**BRIEF:** Report each line of the listing that carries the word "PROGO".

***** RECORDS SUPPLIED *****

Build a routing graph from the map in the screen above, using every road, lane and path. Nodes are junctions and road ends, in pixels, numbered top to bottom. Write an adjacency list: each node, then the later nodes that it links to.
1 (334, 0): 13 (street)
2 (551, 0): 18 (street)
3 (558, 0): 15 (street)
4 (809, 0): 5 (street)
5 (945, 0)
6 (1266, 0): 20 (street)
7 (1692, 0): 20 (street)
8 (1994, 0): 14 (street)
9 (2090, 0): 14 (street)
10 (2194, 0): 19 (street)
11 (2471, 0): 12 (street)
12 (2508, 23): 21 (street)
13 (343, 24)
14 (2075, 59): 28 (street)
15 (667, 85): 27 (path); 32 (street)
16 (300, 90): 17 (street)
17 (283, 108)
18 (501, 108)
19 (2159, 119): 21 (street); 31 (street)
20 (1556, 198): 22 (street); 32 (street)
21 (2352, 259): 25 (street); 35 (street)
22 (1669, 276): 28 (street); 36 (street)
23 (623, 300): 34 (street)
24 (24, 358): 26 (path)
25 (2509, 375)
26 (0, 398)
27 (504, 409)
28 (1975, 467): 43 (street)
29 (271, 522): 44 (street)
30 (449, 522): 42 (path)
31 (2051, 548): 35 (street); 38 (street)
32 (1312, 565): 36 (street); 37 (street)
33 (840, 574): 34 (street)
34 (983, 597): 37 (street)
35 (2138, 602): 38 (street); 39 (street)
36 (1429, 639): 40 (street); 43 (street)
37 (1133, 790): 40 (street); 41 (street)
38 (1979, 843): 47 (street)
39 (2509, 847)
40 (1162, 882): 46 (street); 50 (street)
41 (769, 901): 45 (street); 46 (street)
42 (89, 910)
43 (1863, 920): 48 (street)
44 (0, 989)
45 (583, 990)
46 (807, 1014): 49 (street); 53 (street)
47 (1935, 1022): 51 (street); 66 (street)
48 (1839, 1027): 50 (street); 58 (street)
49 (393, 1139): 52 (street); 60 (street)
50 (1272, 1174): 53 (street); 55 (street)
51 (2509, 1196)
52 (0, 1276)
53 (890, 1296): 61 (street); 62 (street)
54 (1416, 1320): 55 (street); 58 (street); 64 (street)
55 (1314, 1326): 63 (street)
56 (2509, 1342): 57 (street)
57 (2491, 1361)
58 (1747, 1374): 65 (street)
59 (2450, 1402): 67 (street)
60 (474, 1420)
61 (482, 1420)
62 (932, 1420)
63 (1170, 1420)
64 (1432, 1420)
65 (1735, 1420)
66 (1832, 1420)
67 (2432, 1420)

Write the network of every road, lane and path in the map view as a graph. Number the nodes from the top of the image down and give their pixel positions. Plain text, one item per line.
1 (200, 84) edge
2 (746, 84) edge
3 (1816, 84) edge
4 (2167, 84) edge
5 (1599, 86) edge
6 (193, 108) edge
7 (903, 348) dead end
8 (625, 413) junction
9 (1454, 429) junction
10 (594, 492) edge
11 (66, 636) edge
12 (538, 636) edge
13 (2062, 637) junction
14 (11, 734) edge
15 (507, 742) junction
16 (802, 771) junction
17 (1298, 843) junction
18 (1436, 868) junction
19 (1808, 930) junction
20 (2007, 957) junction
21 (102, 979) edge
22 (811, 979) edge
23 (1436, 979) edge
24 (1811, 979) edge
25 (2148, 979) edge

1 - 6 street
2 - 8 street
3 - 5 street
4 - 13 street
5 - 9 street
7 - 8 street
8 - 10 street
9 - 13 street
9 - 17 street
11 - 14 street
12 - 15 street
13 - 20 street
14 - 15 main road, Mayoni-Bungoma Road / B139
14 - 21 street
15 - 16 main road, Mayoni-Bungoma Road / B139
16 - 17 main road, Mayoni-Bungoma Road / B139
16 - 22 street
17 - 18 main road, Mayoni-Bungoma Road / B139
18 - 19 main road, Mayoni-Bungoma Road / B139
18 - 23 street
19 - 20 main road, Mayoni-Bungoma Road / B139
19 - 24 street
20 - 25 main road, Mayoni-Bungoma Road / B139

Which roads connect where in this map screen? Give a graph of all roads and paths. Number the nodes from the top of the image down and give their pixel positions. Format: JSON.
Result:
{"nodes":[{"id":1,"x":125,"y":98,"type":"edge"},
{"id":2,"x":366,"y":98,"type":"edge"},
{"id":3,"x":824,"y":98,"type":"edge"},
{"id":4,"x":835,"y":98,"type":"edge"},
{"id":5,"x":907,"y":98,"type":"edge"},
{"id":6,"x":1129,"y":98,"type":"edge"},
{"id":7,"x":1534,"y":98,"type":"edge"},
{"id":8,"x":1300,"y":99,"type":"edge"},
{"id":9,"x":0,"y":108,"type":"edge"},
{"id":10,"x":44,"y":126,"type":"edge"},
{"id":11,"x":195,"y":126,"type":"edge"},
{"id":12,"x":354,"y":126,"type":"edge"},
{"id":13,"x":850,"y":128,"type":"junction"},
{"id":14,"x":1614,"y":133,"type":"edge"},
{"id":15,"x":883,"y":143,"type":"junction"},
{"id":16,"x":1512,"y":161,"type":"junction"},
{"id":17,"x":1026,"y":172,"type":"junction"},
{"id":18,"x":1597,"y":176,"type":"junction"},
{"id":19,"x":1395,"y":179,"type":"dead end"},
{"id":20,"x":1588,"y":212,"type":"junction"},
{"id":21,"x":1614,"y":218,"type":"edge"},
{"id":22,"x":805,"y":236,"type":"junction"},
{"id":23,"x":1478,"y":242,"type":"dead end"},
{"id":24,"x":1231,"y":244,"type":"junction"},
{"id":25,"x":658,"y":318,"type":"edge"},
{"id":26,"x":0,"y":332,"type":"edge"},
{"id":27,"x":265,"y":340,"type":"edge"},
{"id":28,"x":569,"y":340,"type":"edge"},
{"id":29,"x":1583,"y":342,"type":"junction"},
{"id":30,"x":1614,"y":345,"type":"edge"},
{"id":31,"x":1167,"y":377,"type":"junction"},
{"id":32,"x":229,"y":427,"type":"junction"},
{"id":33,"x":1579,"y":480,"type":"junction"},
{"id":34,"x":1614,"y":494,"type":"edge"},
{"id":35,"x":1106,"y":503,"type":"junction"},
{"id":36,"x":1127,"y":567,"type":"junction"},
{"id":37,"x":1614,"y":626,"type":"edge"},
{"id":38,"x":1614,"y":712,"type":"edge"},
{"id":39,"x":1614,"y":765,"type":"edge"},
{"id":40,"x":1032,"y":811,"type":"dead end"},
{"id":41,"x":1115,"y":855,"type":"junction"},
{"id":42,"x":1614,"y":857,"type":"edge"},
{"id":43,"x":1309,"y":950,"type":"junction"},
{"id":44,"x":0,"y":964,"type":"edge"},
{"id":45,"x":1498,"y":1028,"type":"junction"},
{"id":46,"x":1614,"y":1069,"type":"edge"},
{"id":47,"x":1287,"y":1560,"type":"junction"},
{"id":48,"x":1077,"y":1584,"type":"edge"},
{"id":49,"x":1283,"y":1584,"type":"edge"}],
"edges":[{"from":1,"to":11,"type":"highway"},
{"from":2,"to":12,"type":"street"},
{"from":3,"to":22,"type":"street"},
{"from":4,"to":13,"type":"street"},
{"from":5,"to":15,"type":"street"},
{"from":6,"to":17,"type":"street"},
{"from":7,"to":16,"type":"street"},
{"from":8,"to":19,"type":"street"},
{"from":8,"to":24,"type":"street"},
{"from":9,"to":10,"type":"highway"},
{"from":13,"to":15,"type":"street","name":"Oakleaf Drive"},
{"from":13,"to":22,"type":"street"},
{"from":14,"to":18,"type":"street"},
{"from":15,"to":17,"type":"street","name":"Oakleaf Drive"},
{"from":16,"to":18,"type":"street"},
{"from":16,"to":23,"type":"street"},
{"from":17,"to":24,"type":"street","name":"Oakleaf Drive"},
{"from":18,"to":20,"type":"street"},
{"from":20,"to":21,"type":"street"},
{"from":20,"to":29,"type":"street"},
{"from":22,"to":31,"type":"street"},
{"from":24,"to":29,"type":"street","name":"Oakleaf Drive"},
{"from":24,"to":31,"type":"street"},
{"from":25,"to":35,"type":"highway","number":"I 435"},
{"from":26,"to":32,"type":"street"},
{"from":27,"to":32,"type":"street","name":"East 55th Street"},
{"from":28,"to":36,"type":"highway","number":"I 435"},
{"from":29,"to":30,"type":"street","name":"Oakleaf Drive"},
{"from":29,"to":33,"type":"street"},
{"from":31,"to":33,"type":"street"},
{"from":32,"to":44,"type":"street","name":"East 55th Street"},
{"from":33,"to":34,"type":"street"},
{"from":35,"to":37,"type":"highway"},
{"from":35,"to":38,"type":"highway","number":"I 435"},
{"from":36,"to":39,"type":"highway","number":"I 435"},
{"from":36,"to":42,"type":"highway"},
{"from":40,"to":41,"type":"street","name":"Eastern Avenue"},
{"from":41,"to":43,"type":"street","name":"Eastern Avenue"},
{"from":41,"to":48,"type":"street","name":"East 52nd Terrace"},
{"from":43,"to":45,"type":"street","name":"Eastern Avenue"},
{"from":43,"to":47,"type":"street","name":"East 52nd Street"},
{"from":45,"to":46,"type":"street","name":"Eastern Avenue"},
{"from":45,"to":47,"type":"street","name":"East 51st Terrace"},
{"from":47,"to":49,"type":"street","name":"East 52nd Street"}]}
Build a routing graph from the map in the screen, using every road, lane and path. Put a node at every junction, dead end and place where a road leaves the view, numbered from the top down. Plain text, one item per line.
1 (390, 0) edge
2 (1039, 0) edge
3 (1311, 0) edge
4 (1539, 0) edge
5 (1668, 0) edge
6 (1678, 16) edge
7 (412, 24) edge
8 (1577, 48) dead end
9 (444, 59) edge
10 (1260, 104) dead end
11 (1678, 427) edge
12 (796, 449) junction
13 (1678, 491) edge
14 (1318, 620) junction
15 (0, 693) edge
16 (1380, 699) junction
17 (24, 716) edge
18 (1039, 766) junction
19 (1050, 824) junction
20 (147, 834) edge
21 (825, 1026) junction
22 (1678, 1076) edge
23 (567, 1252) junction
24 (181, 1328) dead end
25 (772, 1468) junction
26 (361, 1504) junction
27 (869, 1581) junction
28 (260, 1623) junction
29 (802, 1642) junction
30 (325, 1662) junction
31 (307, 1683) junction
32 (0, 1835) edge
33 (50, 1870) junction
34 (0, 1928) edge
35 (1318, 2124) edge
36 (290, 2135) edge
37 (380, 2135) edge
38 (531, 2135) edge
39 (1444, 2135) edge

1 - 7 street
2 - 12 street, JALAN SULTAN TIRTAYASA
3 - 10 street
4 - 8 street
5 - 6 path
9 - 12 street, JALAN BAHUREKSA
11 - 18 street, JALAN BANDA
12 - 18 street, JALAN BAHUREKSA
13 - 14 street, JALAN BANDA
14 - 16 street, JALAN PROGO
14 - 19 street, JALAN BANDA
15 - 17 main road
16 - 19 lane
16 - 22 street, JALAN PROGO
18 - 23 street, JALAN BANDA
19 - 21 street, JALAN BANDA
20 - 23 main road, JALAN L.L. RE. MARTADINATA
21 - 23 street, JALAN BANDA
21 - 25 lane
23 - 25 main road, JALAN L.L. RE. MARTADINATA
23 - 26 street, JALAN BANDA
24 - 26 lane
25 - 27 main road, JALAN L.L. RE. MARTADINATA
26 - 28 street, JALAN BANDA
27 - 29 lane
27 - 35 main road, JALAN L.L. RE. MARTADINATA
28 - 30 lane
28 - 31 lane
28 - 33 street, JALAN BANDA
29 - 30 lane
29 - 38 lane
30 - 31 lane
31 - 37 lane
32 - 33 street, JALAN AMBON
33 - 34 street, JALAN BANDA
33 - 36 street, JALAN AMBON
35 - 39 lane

*****

**WRITTEN RESPONSE:**
14 - 16 street, JALAN PROGO
16 - 22 street, JALAN PROGO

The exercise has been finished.